Easy as that. Every usage in the program of coin() is logically a single random variable; that random variable is a coin fairness that was generated by sampling it from the beta(2, 2) distribution graphed above.


Aside: The code might seem a little weird, but remember we do these sorts of shenanigans all the time in C#. In C# we might have a method that looks like it returns an int, but the return type is Task<int>; we might have a method that yield returns a double, but the return type is IEnumerable<double>. This is very similar; the method looks like it is returning a distribution of fairnesses, but logically we treat it like a specific fairness drawn from that distribution.


What do we then do? We flip a coin 100 times. We therefore need a random variable for each of those coin flips:

@random_variable
def flip(i):
  return Bernoulli(coin())

Let’s break that down. Each call flip(0), flip(1), and so on on, are distinct random variables; they are outcomes of a Bernoulli process — the “flip a coin” process — where the fairness of the coin is given by the single random variable coin(). But every call to flip(0) is logically the same specific coin flip, no matter how many times it appears in the program.

For the purposes of this exercise I generated a coin and simulated 100 coin tosses to simulate our observations of the real world. I got 72 heads. Because I can peek behind the curtain for the purposes of this test, I can tell you that the coin’s true fairness was 0.75, but of course in a real-world scenario we would not know that. (And of course it is perfectly plausible to get 72 heads on 100 coin flips with a 0.75 fair coin.)

We need to say what our observations are.  The Bernoulli distribution in pytorch produces a 1.0 tensor for “heads” and a 0.0 tensor for “tails”. Our observations are represented as a dictionary mapping from random variables to observed values.

heads = tensor(1.0)
tails = tensor(0.0)
observations = {
  flip(0) : heads,
  flip(1) : tails,
  ...  and so on, 100 times with 72 heads, 28 tails.
}

Finally, we have to tell Bean Machine what to infer. We want to know the posterior probability of fairness of the coin, so we make a list of the random variables we care to infer posteriors on; there is only one in this case.

inferences = [ coin() ]
posteriors = infer(observations, inferences)
fairness = posteriors[coin()]

and we get an object representing samples from the posterior fairness of the coin given these observations. (I’ve simplified the call site to the inference method slightly here for clarity; it takes more arguments to control the details of the inference process.)

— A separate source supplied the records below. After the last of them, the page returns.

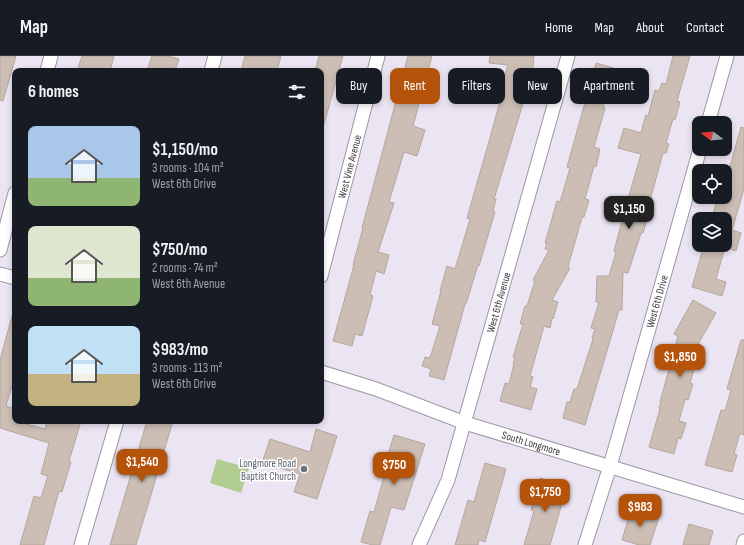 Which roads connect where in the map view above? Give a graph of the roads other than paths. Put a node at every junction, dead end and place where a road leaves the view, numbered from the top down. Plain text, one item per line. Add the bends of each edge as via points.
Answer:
1 (51, 56) edge
2 (215, 56) edge
3 (378, 56) edge
4 (568, 56) edge
5 (726, 56) edge
6 (48, 68) edge
7 (213, 68) edge
8 (710, 116) edge
9 (698, 156) edge
10 (12, 204) edge
11 (0, 250) edge
12 (324, 264) edge
13 (0, 274) edge
14 (12, 277) edge
15 (324, 373) edge
16 (465, 422) junction
17 (116, 424) edge
18 (610, 466) junction
19 (744, 507) edge
20 (744, 541) edge
21 (81, 545) edge
22 (419, 545) edge
23 (586, 545) edge
24 (743, 545) edge

1 - 6 street
2 - 7 street
3 - 12 street, West Vine Avenue
4 - 16 street, West 6th Avenue
5 - 8 street
9 - 18 street, West 6th Drive
10 - 11 street
13 - 14 street
15 - 16 street, South Longmore
16 - 18 street, South Longmore
16 - 22 street, West 6th Avenue via 448,480
17 - 21 street
18 - 19 street, South Longmore
18 - 23 street, West 6th Drive
20 - 24 street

The “fairness” object that is handed back is the result of efficiently simulating the possible worlds that get you to the observed heads and tails; we then have methods that allow you to graph the results of those simulations using standard graphing packages:

The orange marker is our original guess of observed fairness: 0.72. The red marker is the actual fairness of the coin used to generate the observations, 0.75. The blue histogram shows the results of 1000 simulations; the vast majority of simulations that produced those 72 heads had a fairness between 0.6 and 0.8, even though only 25% of the coins produced by the mint are in that range.  As we would hope, both the orange and red markers are near the peak of the histogram.

So yes, 0.72 is close to the most likely fairness, but we also see here that a great many other fairnesses are possible, and moreover, we clearly see how likely they are compared to 0.72. For example, 0.65 is also pretty likely, and it is much more likely than, say, 0.85. This should make sense, since the prior distribution was that fairnesses closer to 0.5 are more likely than those farther away; there’s more “bulk” to the histogram to the left than the right: that is the influence of the prior on the posterior!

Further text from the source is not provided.